Im Herzen der Macht

Ohne sie geht bei Gehörlosen nichts: Dolmetscher*innen. Klar, ein bisschen Alltag hier, ein bisschen Alltag da geht auch ohne Verdolmetschung und wo Gebärdensprache gesprochen wird, geht’s auch so. Manche Gehörlose kommen auch gut mit Papier und Stift klar, manche können auch sprechen und verstehen Hörende auch ohne Übersetzung. Trotzdem gilt: Ohne Dolmetscher*innen bist du als gehörloser Mensch außen vor: Keine Teilhabe, kein Zugang zur Politik. Das hat seinen Preis.

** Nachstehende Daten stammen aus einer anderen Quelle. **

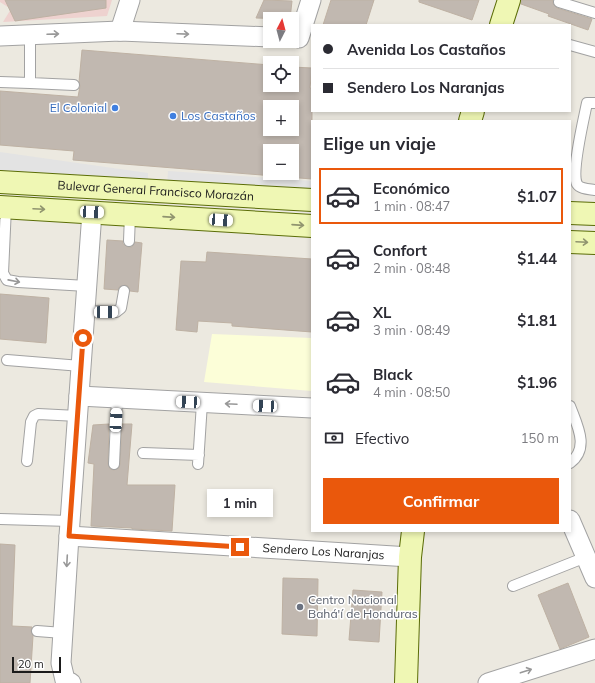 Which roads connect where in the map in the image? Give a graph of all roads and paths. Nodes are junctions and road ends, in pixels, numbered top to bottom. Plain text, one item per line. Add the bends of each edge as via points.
1 (130, 0) edge
2 (311, 0) edge
3 (509, 0) edge
4 (559, 2) dead end
5 (595, 13) edge
6 (504, 24) edge
7 (120, 31) junction
8 (30, 34) junction
9 (0, 36) edge
10 (263, 37) edge
11 (301, 40) edge
12 (571, 45) edge
13 (595, 52) edge
14 (0, 82) edge
15 (30, 83) junction
16 (74, 85) dead end
17 (595, 103) edge
18 (0, 182) edge
19 (595, 190) edge
20 (311, 200) edge
21 (3, 207) edge
22 (92, 212) junction
23 (571, 213) edge
24 (595, 214) edge
25 (130, 215) junction
26 (311, 226) edge
27 (129, 242) dead end
28 (571, 242) edge
29 (595, 243) edge
30 (87, 286) junction
31 (124, 290) dead end
32 (85, 311) junction
33 (7, 360) dead end
34 (81, 366) junction
35 (79, 396) junction
36 (117, 398) junction
37 (202, 403) junction
38 (311, 408) edge
39 (571, 409) edge
40 (78, 416) junction
41 (143, 453) dead end
42 (27, 461) dead end
43 (571, 462) edge
44 (114, 464) dead end
45 (0, 519) edge
46 (571, 522) edge
47 (69, 529) junction
48 (413, 532) edge
49 (410, 557) junction
50 (586, 557) junction
51 (595, 578) edge
52 (513, 586) dead end
53 (37, 631) dead end
54 (63, 633) junction
55 (595, 649) edge
56 (71, 683) edge
57 (406, 683) edge
58 (488, 683) edge

1 - 7 street
2 - 11 street
3 - 6 main road
4 - 5 lane
8 -> 7 street
7 -> 10 street
8 - 9 street
8 - 15 lane
12 - 13 lane
14 - 15 lane
15 - 16 lane
17 - 19 lane via 587,103 577,153 576,173 577,184 580,187
18 - 20 main road, Bulevar General Francisco Morazán
21 -> 22 main road, Bulevar General Francisco Morazán
21 -> 30 lane via 3,273 7,280
22 - 25 main road, Bulevar General Francisco Morazán
22 - 30 street
23 - 24 main road
25 -> 26 main road, Bulevar General Francisco Morazán
25 - 27 lane
28 -> 29 main road
30 - 32 street
31 - 32 lane via 121,308 116,312
32 - 34 street
33 - 34 lane
34 - 35 street
35 - 36 street
35 - 40 street
36 - 37 street
36 - 44 lane
38 -> 37 street
37 - 41 lane via 199,460
39 - 43 lane via 580,432 581,446 577,457
40 - 42 lane via 34,416 31,422
40 - 47 street
45 - 47 lane
46 - 50 street
47 - 49 street, Sendero Los Naranjas
47 -> 54 street
48 - 49 main road
49 - 57 main road
50 - 51 street
50 - 52 lane
53 - 54 lane
54 - 56 street via 61,663 65,680
58 -> 55 street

In erster Linie ist es ein finanzieller Preis: Eine Stunde Dolmetschen kostet zwischen 55 und 75 Euro, Tendenz steigend. Im Ehrenamt und beim Einstieg in die Politik wird das nicht bezahlt. Ohne Dolmetscher*innen erreicht man hier nichts. Dem „mit uns statt über uns sprechen“ steht da vieles im Weg. Auch dass gehörlose Aktivist*innen sich wenig mit anderen Behinderteninteressenvertreter*innen vernetzen, wird hier seine Gründe haben. 

Zweitens ist es ein psychologischer Preis. Das Wissen um die eigene Abhängigkeit von anderen Personen kann ganz schön belasten. Wenn du immer hoffen und bangen musst, dass jemand anders Zeit hat. Wenn du deine Termine nicht nur von der Verfügbarkeit von Arzt und Anwalt abhängig machst, sondern auch von anderen Leuten. Die dann meist ausgebucht sind. Oder du kein Geld dafür von Kostenträgern bekommst. 

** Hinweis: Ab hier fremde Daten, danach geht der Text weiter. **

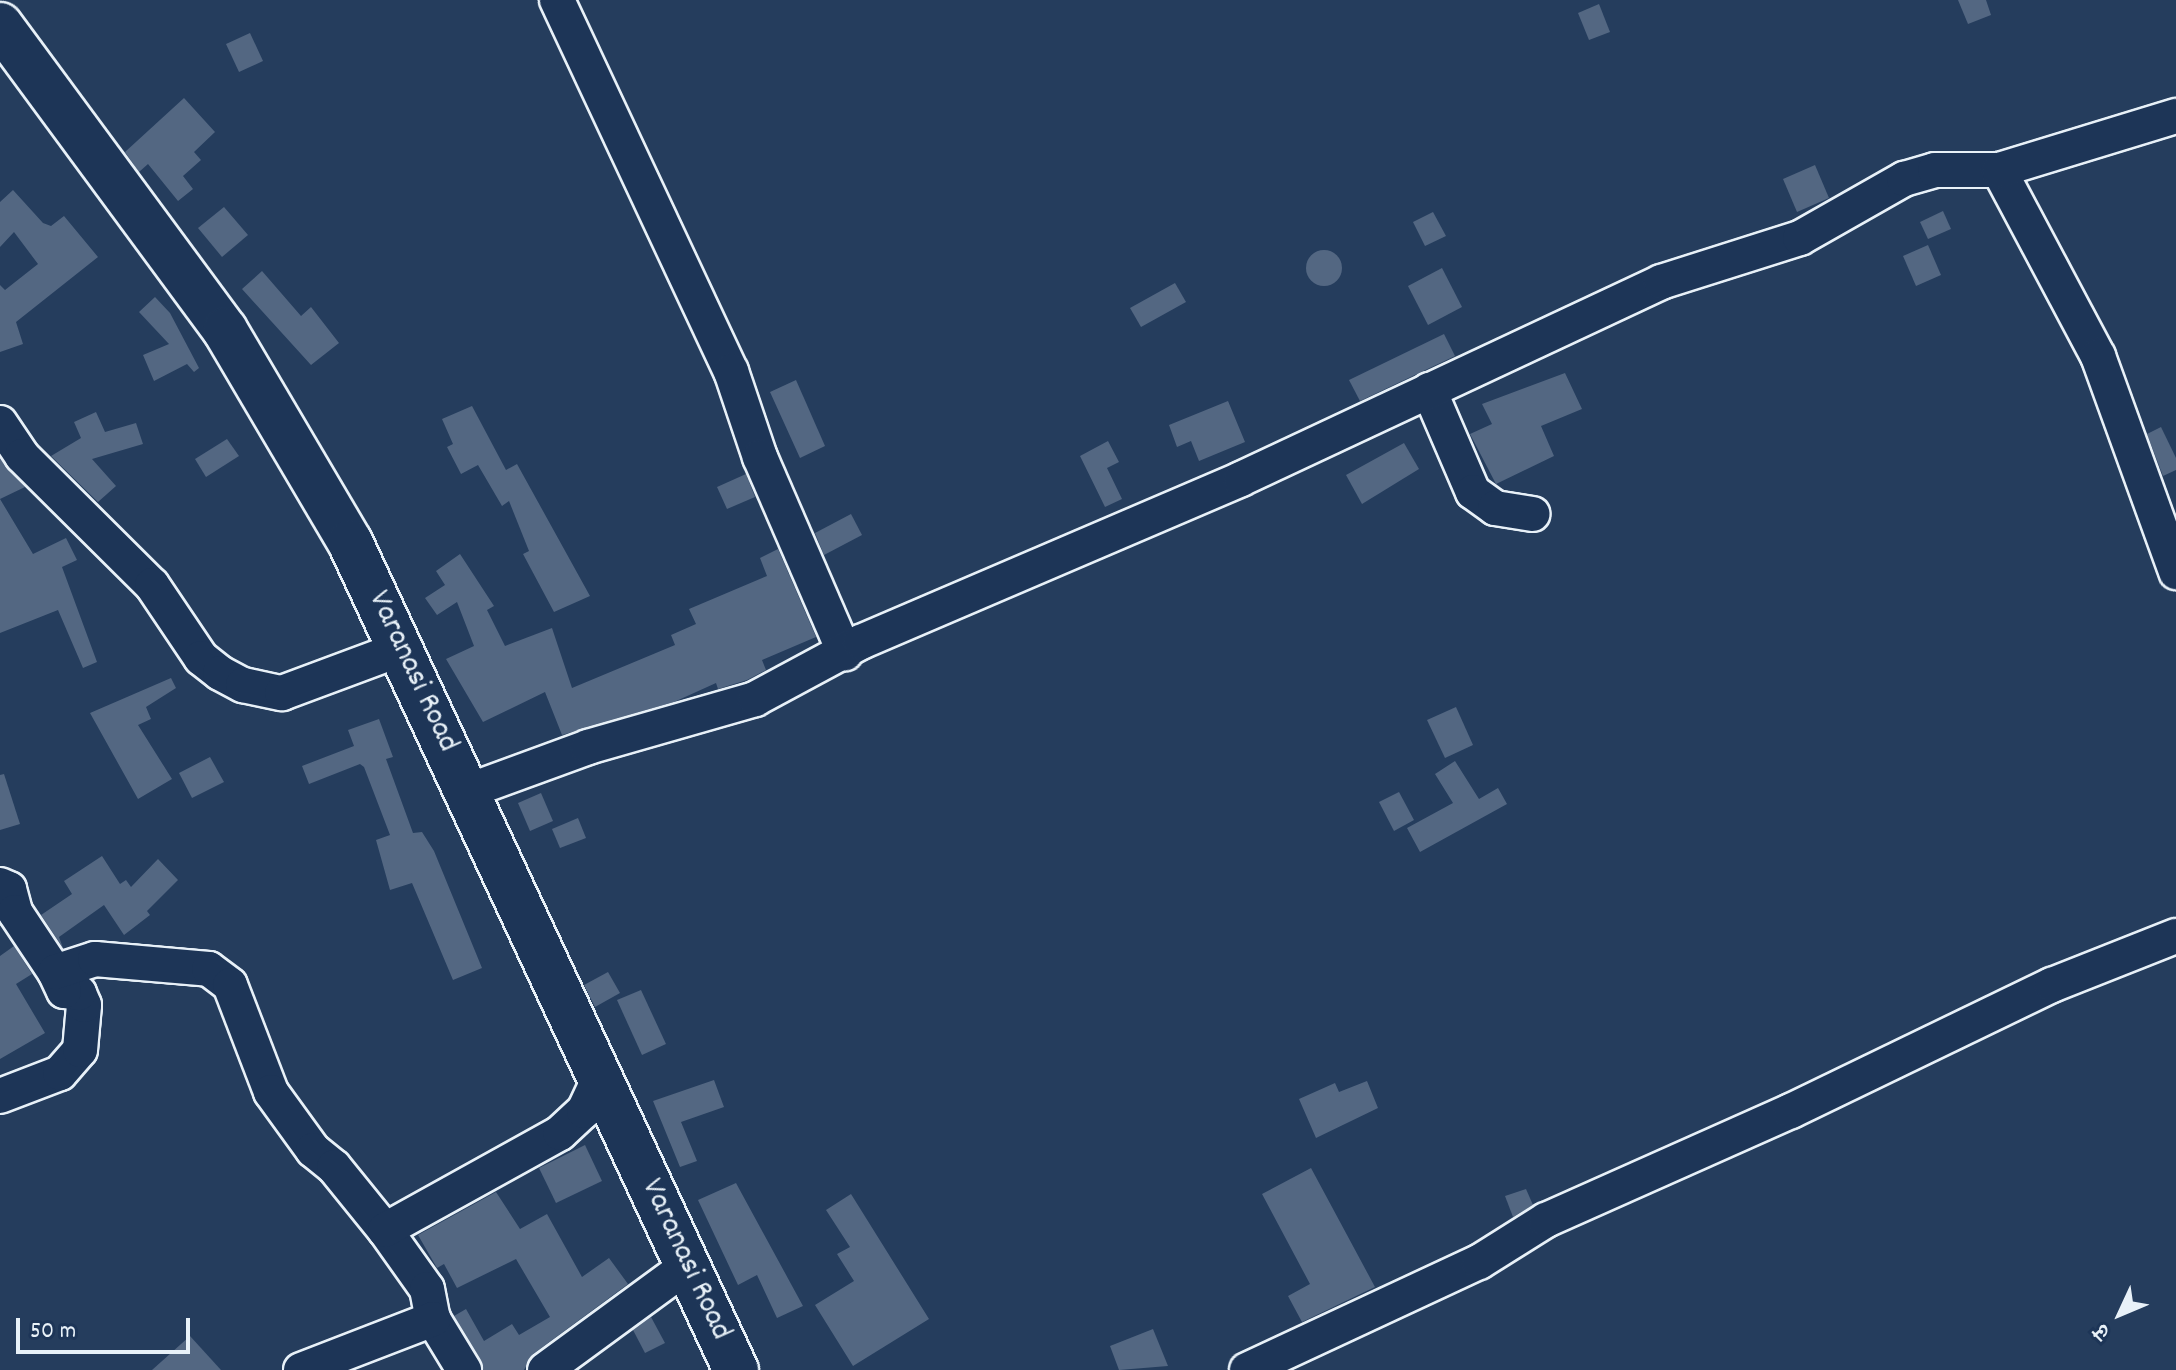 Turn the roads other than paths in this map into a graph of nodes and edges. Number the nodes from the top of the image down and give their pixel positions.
1 (557, 0) edge
2 (0, 25) edge
3 (2176, 116) edge
4 (1999, 170) junction
5 (1429, 390) junction
6 (0, 423) edge
7 (1533, 514) dead end
8 (2176, 572) edge
9 (403, 648) junction
10 (845, 653) junction
11 (468, 791) junction
12 (0, 885) edge
13 (2176, 936) edge
14 (55, 972) junction
15 (600, 1076) junction
16 (0, 1096) edge
17 (385, 1230) junction
18 (687, 1266) junction
19 (433, 1319) junction
20 (301, 1370) edge
21 (464, 1370) edge
22 (545, 1370) edge
23 (736, 1370) edge
24 (1247, 1370) edge

1 - 10 street
2 - 9 highway, Varanasi Road
3 - 4 street
4 - 5 street
4 - 8 street
5 - 7 street
5 - 10 street
6 - 9 street
9 - 11 highway, Varanasi Road
10 - 11 street
11 - 15 highway, Varanasi Road
12 - 14 street
13 - 24 street
14 - 16 street
14 - 17 street
15 - 17 street
15 - 18 highway, Varanasi Road
17 - 19 street
18 - 22 street
18 - 23 highway, Varanasi Road
19 - 20 street
19 - 21 street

Und weil aller guten Dinge drei sind – oder eine Kombination aus den ersten beiden Dingen – gibt es auch etwas, was ich einen psychologisch-finanziellen Preis nennen will. Das Wissen, dass man selber wenig oder nichts verdient (in den USA sind nur 40% der Gehörlosen in Vollzeit beschäftigt) und die Person, die für einen dolmetscht, innerhalb weniger Stunden mit einem Hartz IV-Regelsatz nach Hause geht, kann ganz schön zermürben. Oder dass die eigene Dienstleistung, etwa ein von Gehörlosen angebotener Workshop, sich zu 30% aus eigenem Honorar und zu 70% aus Verdolmetschungskosten zusammensetzt.

Ich glaube, alles zusammen ist ein großer Frustfaktor. Das ist natürlich nicht die ganze Geschichte. Es gibt natürlich Dolmetscher*innen, die sich in der Community engagieren, die ehrenamtlich arbeiten, die etwas zurückgeben. Und ich bin auch der Meinung: Jede*r Dolmetscher*in, di*er im Einsatz gesehen wird, ist ein Plus für die Gebärdensprachcommunity. Letztendlich ist es wie beim Klimawandel. Nicht der Einzelne ist das Problem, sondern das System.